» **What to work on**
Please write out every record exactly, but keep any images out of it.
[Data for analysis Boundary: Start]
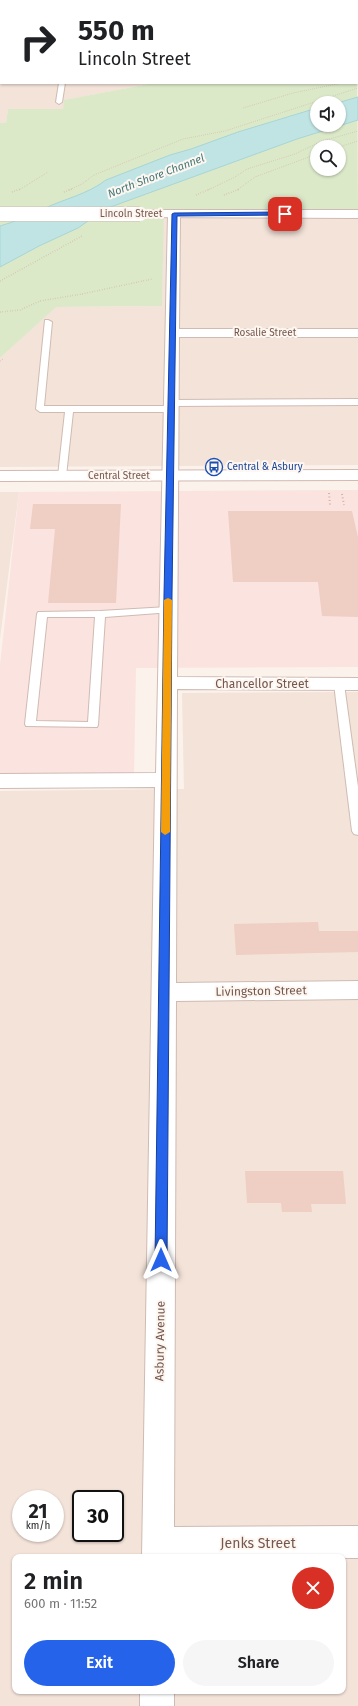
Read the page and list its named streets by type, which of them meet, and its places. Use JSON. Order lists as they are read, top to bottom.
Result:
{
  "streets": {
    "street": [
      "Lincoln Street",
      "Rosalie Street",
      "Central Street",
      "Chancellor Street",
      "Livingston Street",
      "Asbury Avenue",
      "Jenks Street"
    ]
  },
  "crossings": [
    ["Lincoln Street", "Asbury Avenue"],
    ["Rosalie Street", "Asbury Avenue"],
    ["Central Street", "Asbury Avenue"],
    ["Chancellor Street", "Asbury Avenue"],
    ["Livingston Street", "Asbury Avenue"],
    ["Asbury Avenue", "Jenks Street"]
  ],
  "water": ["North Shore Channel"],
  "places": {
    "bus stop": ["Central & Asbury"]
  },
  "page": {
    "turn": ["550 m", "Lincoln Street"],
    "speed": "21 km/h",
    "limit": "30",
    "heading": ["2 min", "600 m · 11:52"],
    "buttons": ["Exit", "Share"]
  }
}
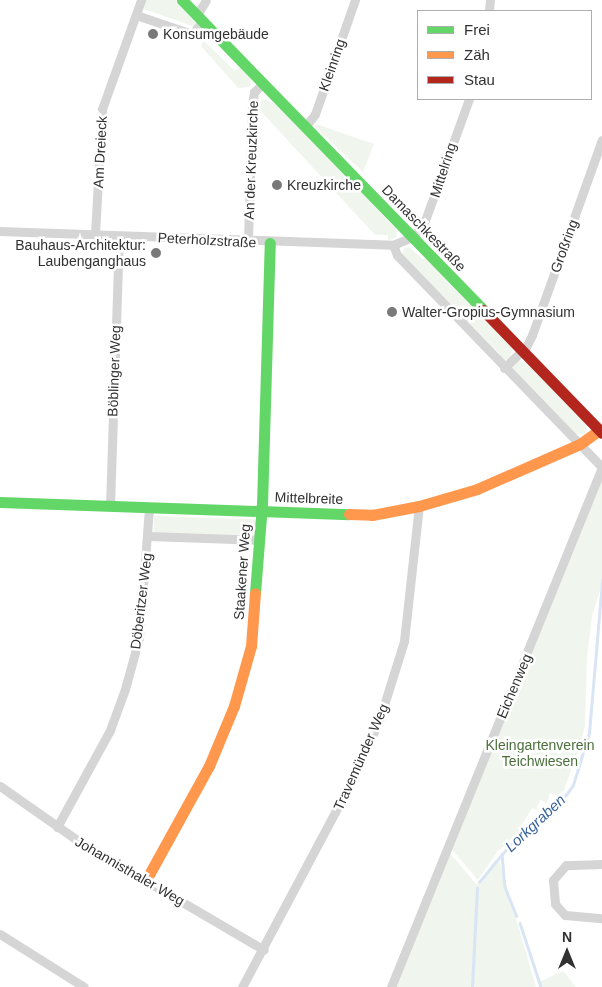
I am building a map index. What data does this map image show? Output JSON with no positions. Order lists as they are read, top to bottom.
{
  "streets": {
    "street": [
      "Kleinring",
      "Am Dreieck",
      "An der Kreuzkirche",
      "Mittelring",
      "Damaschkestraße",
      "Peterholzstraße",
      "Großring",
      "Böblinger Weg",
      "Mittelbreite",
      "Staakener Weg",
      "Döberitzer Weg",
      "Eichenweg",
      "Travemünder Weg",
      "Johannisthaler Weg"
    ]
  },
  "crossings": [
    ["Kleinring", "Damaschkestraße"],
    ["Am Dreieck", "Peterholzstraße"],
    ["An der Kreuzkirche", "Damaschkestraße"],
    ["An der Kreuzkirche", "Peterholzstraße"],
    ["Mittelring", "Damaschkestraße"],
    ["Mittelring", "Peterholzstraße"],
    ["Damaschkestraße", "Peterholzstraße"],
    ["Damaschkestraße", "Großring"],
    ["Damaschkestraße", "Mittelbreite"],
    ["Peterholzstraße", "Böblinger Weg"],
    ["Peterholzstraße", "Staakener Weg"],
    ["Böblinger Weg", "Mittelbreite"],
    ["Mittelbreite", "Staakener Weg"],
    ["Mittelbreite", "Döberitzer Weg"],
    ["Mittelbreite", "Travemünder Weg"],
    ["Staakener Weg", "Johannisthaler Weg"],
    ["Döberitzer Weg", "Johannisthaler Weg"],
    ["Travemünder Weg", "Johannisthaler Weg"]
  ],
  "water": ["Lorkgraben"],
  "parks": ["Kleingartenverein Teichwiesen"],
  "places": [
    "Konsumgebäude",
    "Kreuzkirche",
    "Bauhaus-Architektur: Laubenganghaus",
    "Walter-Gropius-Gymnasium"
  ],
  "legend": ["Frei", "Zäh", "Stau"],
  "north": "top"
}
[Data for analysis Boundary: End]
» **Output for this exercise**
Read the page and list its named streets by type, which of them meet, and its places. Use JSON. Order lists as they are read, top to bottom.
Result:
{
  "streets": {
    "street": [
      "Lincoln Street",
      "Rosalie Street",
      "Central Street",
      "Chancellor Street",
      "Livingston Street",
      "Asbury Avenue",
      "Jenks Street"
    ]
  },
  "crossings": [
    ["Lincoln Street", "Asbury Avenue"],
    ["Rosalie Street", "Asbury Avenue"],
    ["Central Street", "Asbury Avenue"],
    ["Chancellor Street", "Asbury Avenue"],
    ["Livingston Street", "Asbury Avenue"],
    ["Asbury Avenue", "Jenks Street"]
  ],
  "water": ["North Shore Channel"],
  "places": {
    "bus stop": ["Central & Asbury"]
  },
  "page": {
    "turn": ["550 m", "Lincoln Street"],
    "speed": "21 km/h",
    "limit": "30",
    "heading": ["2 min", "600 m · 11:52"],
    "buttons": ["Exit", "Share"]
  }
}
I am building a map index. What data does this map image show? Output JSON with no positions. Order lists as they are read, top to bottom.
{
  "streets": {
    "street": [
      "Kleinring",
      "Am Dreieck",
      "An der Kreuzkirche",
      "Mittelring",
      "Damaschkestraße",
      "Peterholzstraße",
      "Großring",
      "Böblinger Weg",
      "Mittelbreite",
      "Staakener Weg",
      "Döberitzer Weg",
      "Eichenweg",
      "Travemünder Weg",
      "Johannisthaler Weg"
    ]
  },
  "crossings": [
    ["Kleinring", "Damaschkestraße"],
    ["Am Dreieck", "Peterholzstraße"],
    ["An der Kreuzkirche", "Damaschkestraße"],
    ["An der Kreuzkirche", "Peterholzstraße"],
    ["Mittelring", "Damaschkestraße"],
    ["Mittelring", "Peterholzstraße"],
    ["Damaschkestraße", "Peterholzstraße"],
    ["Damaschkestraße", "Großring"],
    ["Damaschkestraße", "Mittelbreite"],
    ["Peterholzstraße", "Böblinger Weg"],
    ["Peterholzstraße", "Staakener Weg"],
    ["Böblinger Weg", "Mittelbreite"],
    ["Mittelbreite", "Staakener Weg"],
    ["Mittelbreite", "Döberitzer Weg"],
    ["Mittelbreite", "Travemünder Weg"],
    ["Staakener Weg", "Johannisthaler Weg"],
    ["Döberitzer Weg", "Johannisthaler Weg"],
    ["Travemünder Weg", "Johannisthaler Weg"]
  ],
  "water": ["Lorkgraben"],
  "parks": ["Kleingartenverein Teichwiesen"],
  "places": [
    "Konsumgebäude",
    "Kreuzkirche",
    "Bauhaus-Architektur: Laubenganghaus",
    "Walter-Gropius-Gymnasium"
  ],
  "legend": ["Frei", "Zäh", "Stau"],
  "north": "top"
}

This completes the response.